Finally, recent foundationalists (e.g., Alston 1976b, 1983) have drawn a line between first- and second-order knowledge, claiming foundationalism has the responsibility of grounding first-order but not second-order knowledge. This move contradicts foundationalism’s claim to provide a foundation for our entire system of knowledge, and it is especially unsatisfactory from the perspective of epistemic friction, according to which embeddedness in reality is a universal requirement, hence applicable to higher-order as much as to first-order knowledge. This requirement could, in principle, be met by a two-pronged foundationalism, providing distinct foundations for first- and higher-order theories, but I know of no bifurcated foundationalism that fulfills this requirement with respect to higher-order theories.

3.2 Obviousness

Epistemic “obviousness” can be interpreted either as pointing to a special faculty of “intuitive” knowledge or as common-sense obviousness. Since we have already dealt with the former, let us now turn to the latter.

The idea that logic is grounded in common-sense obviousness is open to multiple criticisms. First, judgments of obviousness are clearly fallible. Indeed, the development of a systematic science as opposed to everyday opinion is at least partly a reaction to the fallibility of common-sense obviousness. Second, the idea that logic is obvious is a vague idea. The unclarity of this idea is not just inconvenient; it threatens the claim that logic requires no theoretical grounds. To understand the sense in which logic is obvious (and sanctioned by its obviousness), we have to understand (a) what features of logical truths/inferences make them obvious (what features distinguish them from non-obvious truths/inferences and from obvious truths/inferences which are not logical), and (b) what the normative force of this obviousness is. In short, to understand the view that logic is grounded in the obvious we have to develop a theory of the kind of obviousness that logic is grounded in. But this would undermine the view that logic does not require a theoretical foundation.
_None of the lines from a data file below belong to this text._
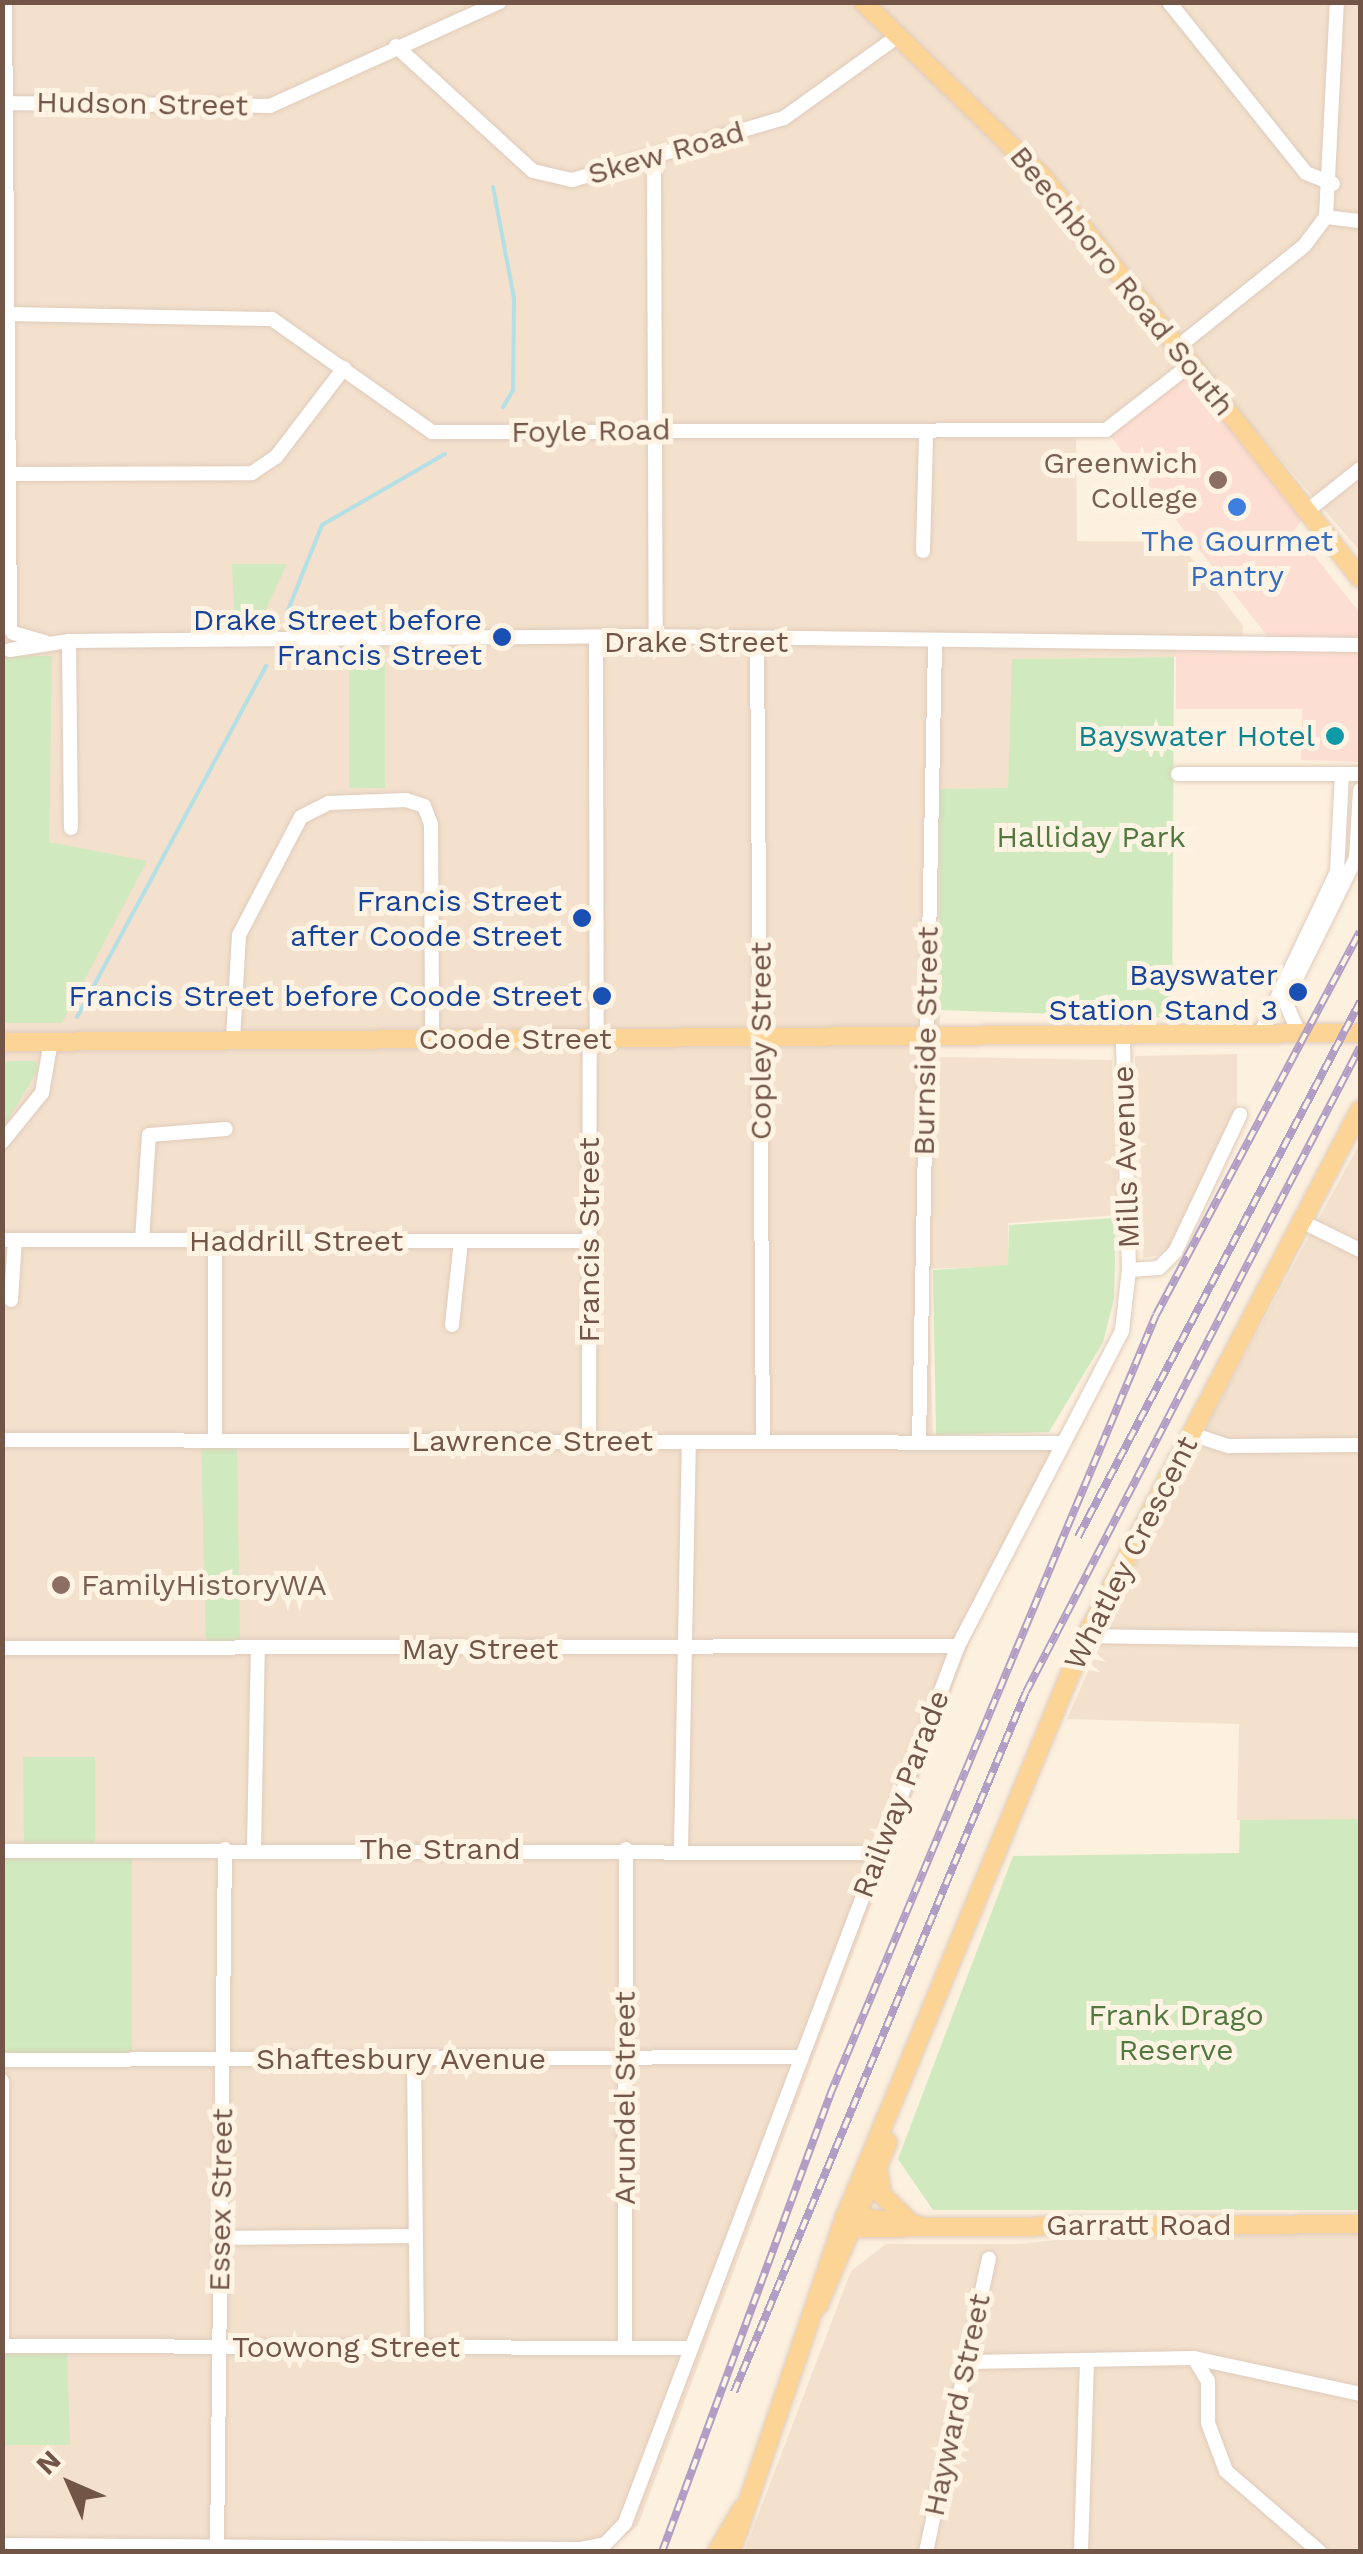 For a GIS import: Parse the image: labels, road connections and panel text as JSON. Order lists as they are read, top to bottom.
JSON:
{
  "streets": {
    "main road": [
      "Beechboro Road South",
      "Coode Street",
      "Whatley Crescent",
      "Garratt Road"
    ],
    "street": [
      "Hudson Street",
      "Skew Road",
      "Foyle Road",
      "Drake Street",
      "Copley Street",
      "Burnside Street",
      "Mills Avenue",
      "Francis Street",
      "Haddrill Street",
      "Lawrence Street",
      "May Street",
      "Railway Parade",
      "The Strand",
      "Shaftesbury Avenue",
      "Arundel Street",
      "Essex Street",
      "Toowong Street",
      "Hayward Street"
    ]
  },
  "crossings": [
    ["Hudson Street", "Skew Road"],
    ["Skew Road", "Beechboro Road South"],
    ["Beechboro Road South", "Foyle Road"],
    ["Drake Street", "Copley Street"],
    ["Drake Street", "Burnside Street"],
    ["Drake Street", "Francis Street"],
    ["Coode Street", "Copley Street"],
    ["Coode Street", "Burnside Street"],
    ["Coode Street", "Mills Avenue"],
    ["Coode Street", "Francis Street"],
    ["Copley Street", "Lawrence Street"],
    ["Burnside Street", "Lawrence Street"],
    ["Mills Avenue", "Railway Parade"],
    ["Francis Street", "Haddrill Street"],
    ["Francis Street", "Lawrence Street"],
    ["Lawrence Street", "Railway Parade"],
    ["Whatley Crescent", "Garratt Road"],
    ["May Street", "Railway Parade"],
    ["Railway Parade", "The Strand"],
    ["Railway Parade", "Shaftesbury Avenue"],
    ["Railway Parade", "Essex Street"],
    ["Railway Parade", "Toowong Street"],
    ["The Strand", "Arundel Street"],
    ["The Strand", "Essex Street"],
    ["Shaftesbury Avenue", "Arundel Street"],
    ["Shaftesbury Avenue", "Essex Street"],
    ["Arundel Street", "Toowong Street"],
    ["Essex Street", "Toowong Street"]
  ],
  "parks": ["Halliday Park", "Frank Drago Reserve"],
  "places": [
    "Greenwich College",
    "The Gourmet Pantry",
    "Drake Street before Francis Street",
    "Bayswater Hotel",
    "Francis Street after Coode Street",
    "Bayswater Station Stand 3",
    "Francis Street before Coode Street",
    "FamilyHistoryWA"
  ],
  "north": "top left"
} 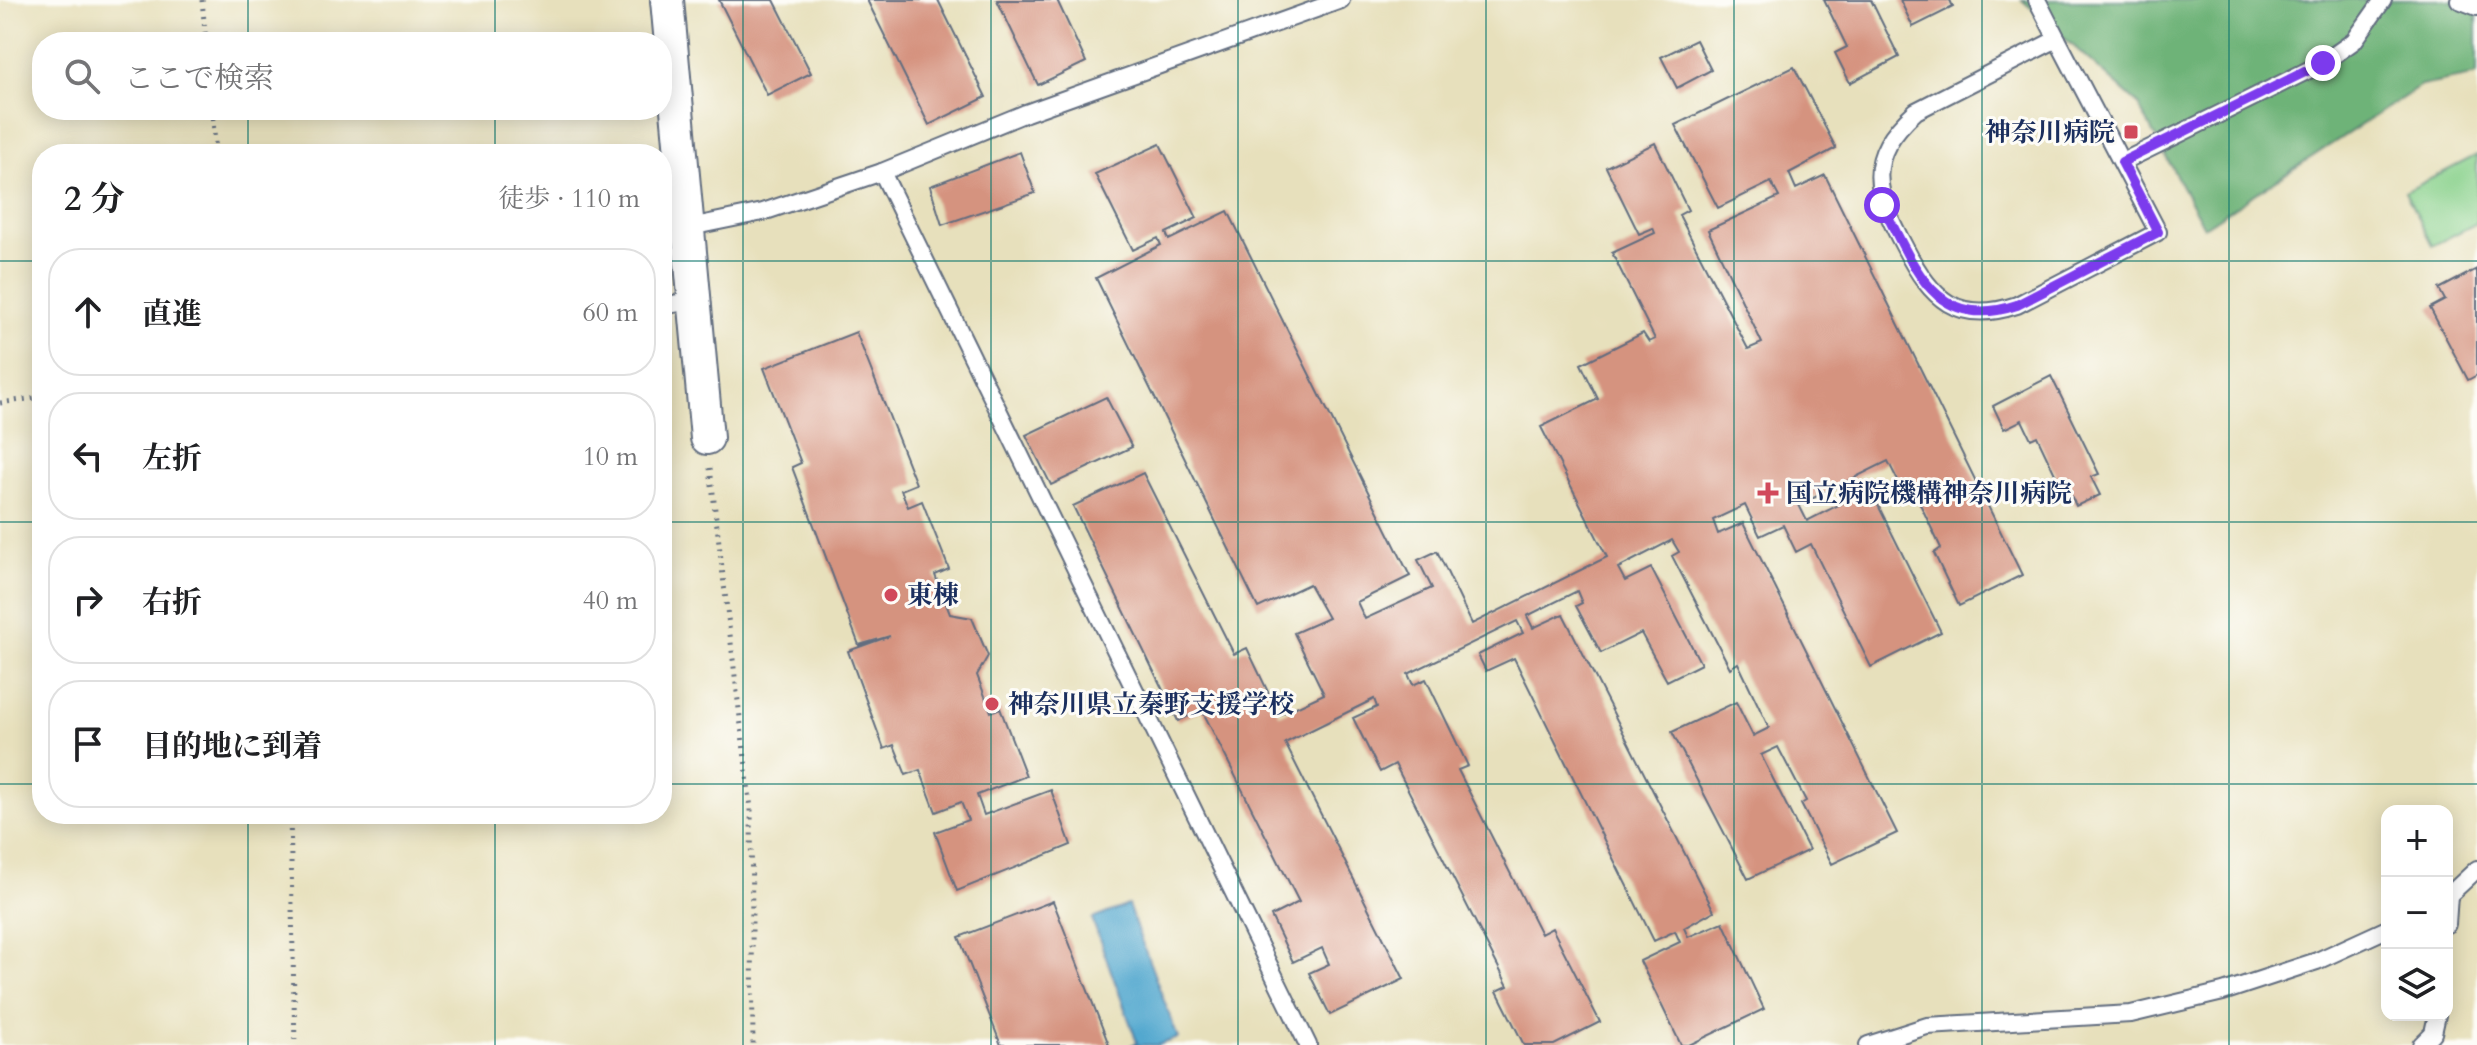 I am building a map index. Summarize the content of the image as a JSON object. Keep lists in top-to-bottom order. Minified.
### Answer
{"places":{"transit":["神奈川病院"],"health":["国立病院機構神奈川病院"],"other":["東棟","神奈川県立秦野支援学校"]},"page":{"search":"ここで検索","heading":["2 分","徒歩 · 110 m"],"list":[["直進","60 m"],["左折","10 m"],["右折","40 m"],"目的地に到着"],"map_buttons":["+","−"]}} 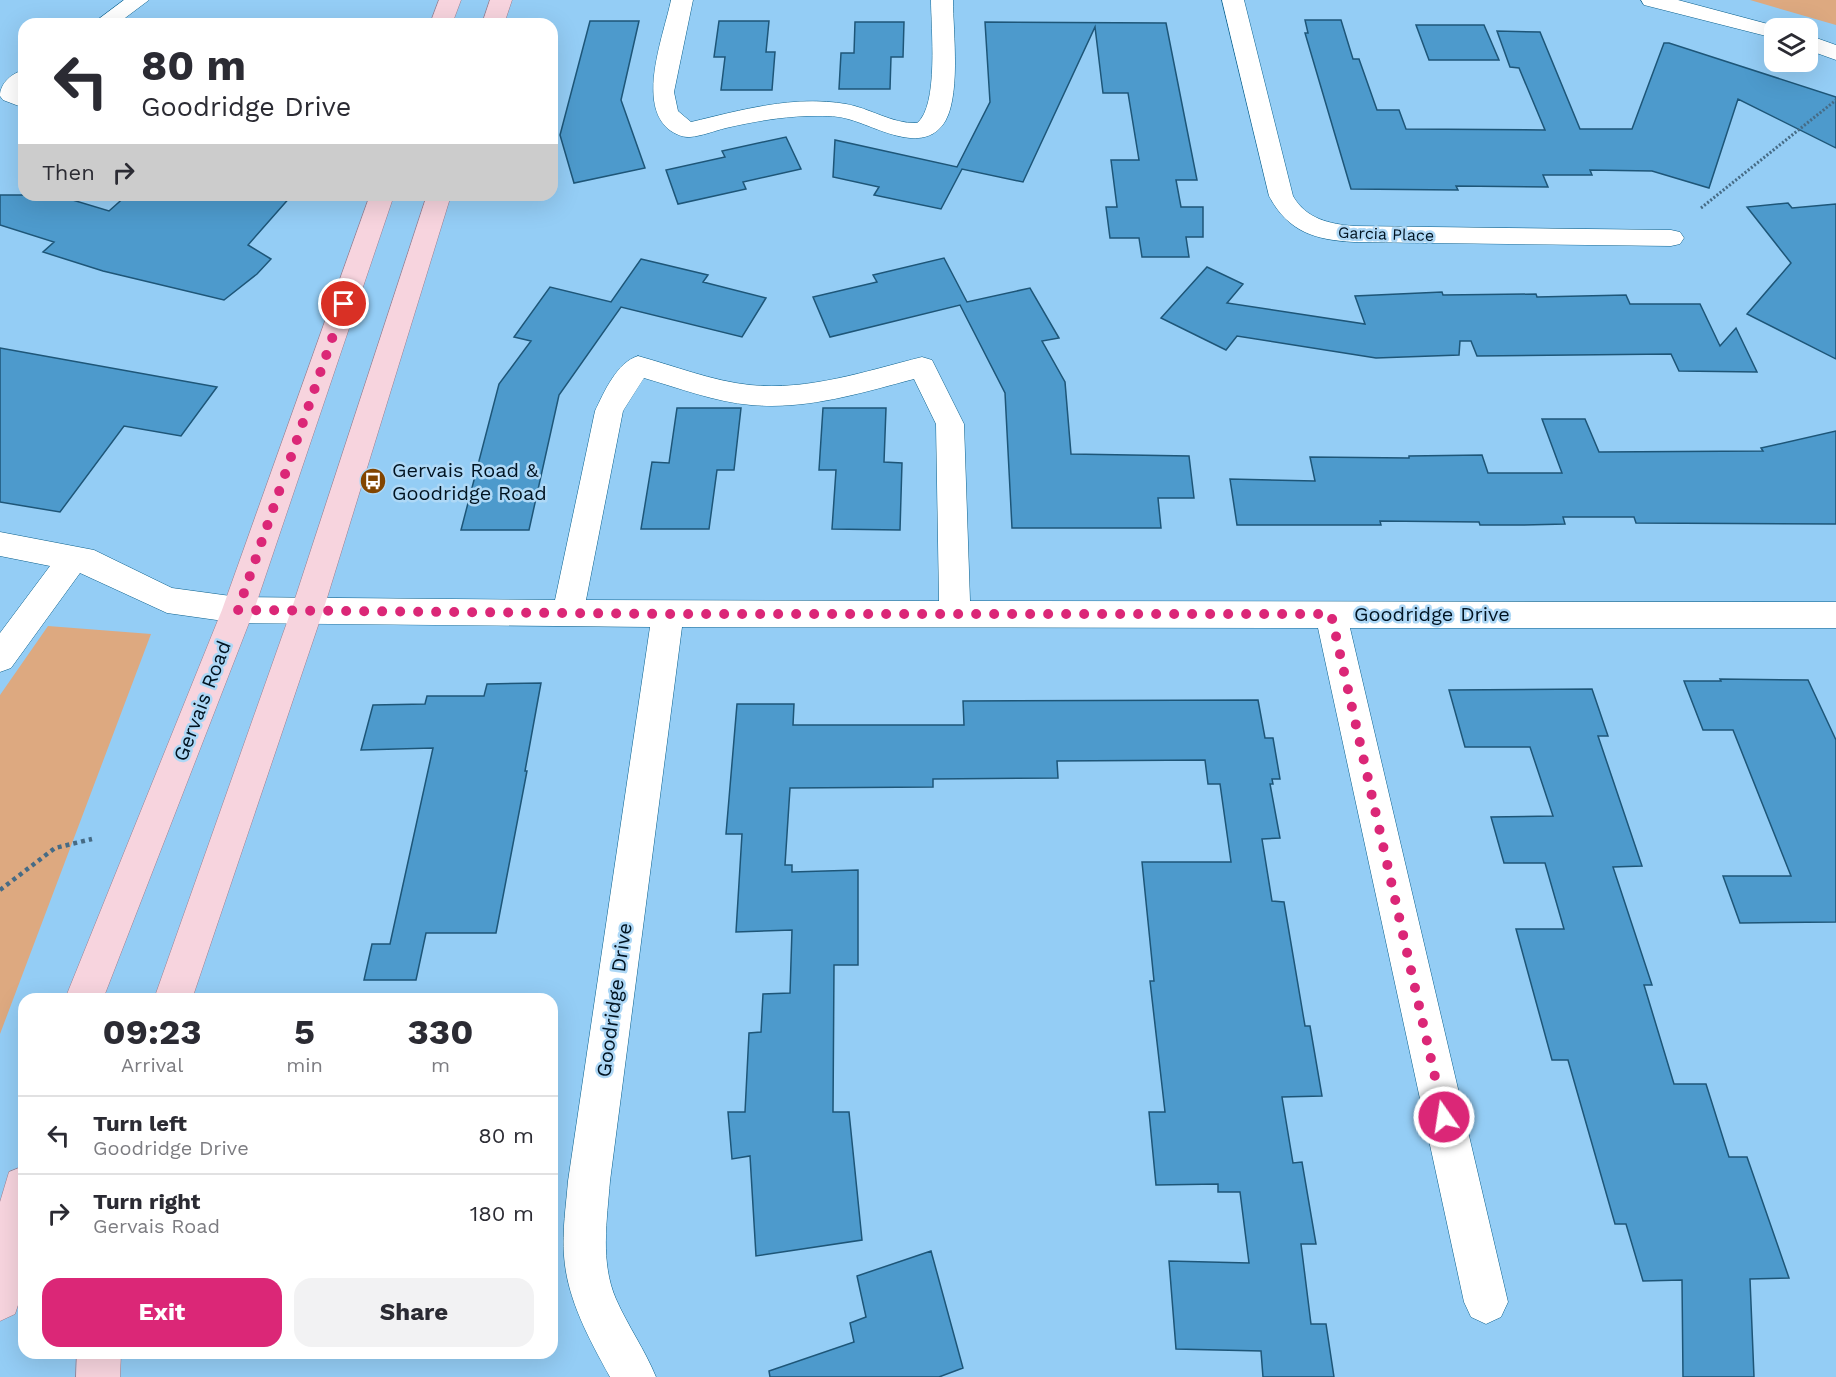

Finally, grounding logic in our common-sense judgments of obviousness brings to the fore the problem alluded to above: On the one hand foundationalism’s attitude toward knowledge is exceptionally critical, on the other hand it is remarkably uncritical. On the one hand foundationalism rejects any item of knowledge that lacks a foundation, on the other hand it sets outrageously low standards of approbation (mere “common-sense obviousness,” i.e., mere appearance of obviousness) for items constituting the “foundation”. The result, however, is not a “stand off” between the two forces. Due to the non-symmetric nature of foundationalism, low standards at the bottom mean low standards for the entire structure, while high standards at the top do not have the same effect.

3.3 Conventionality

Another solution to the problem of grounding logic in reality is conventionality. Logical theory, according to, e.g., Carnap, is conventional rather than factual, and as such its lack of groundedness in reality is innocuous, i.e., cannot cause error in knowledge. To introduce error into our system of knowledge a theory must say (or imply) something false about the world, but logical theory says nothing about the world—it merely introduces a set of linguistic conventions for saying things about it.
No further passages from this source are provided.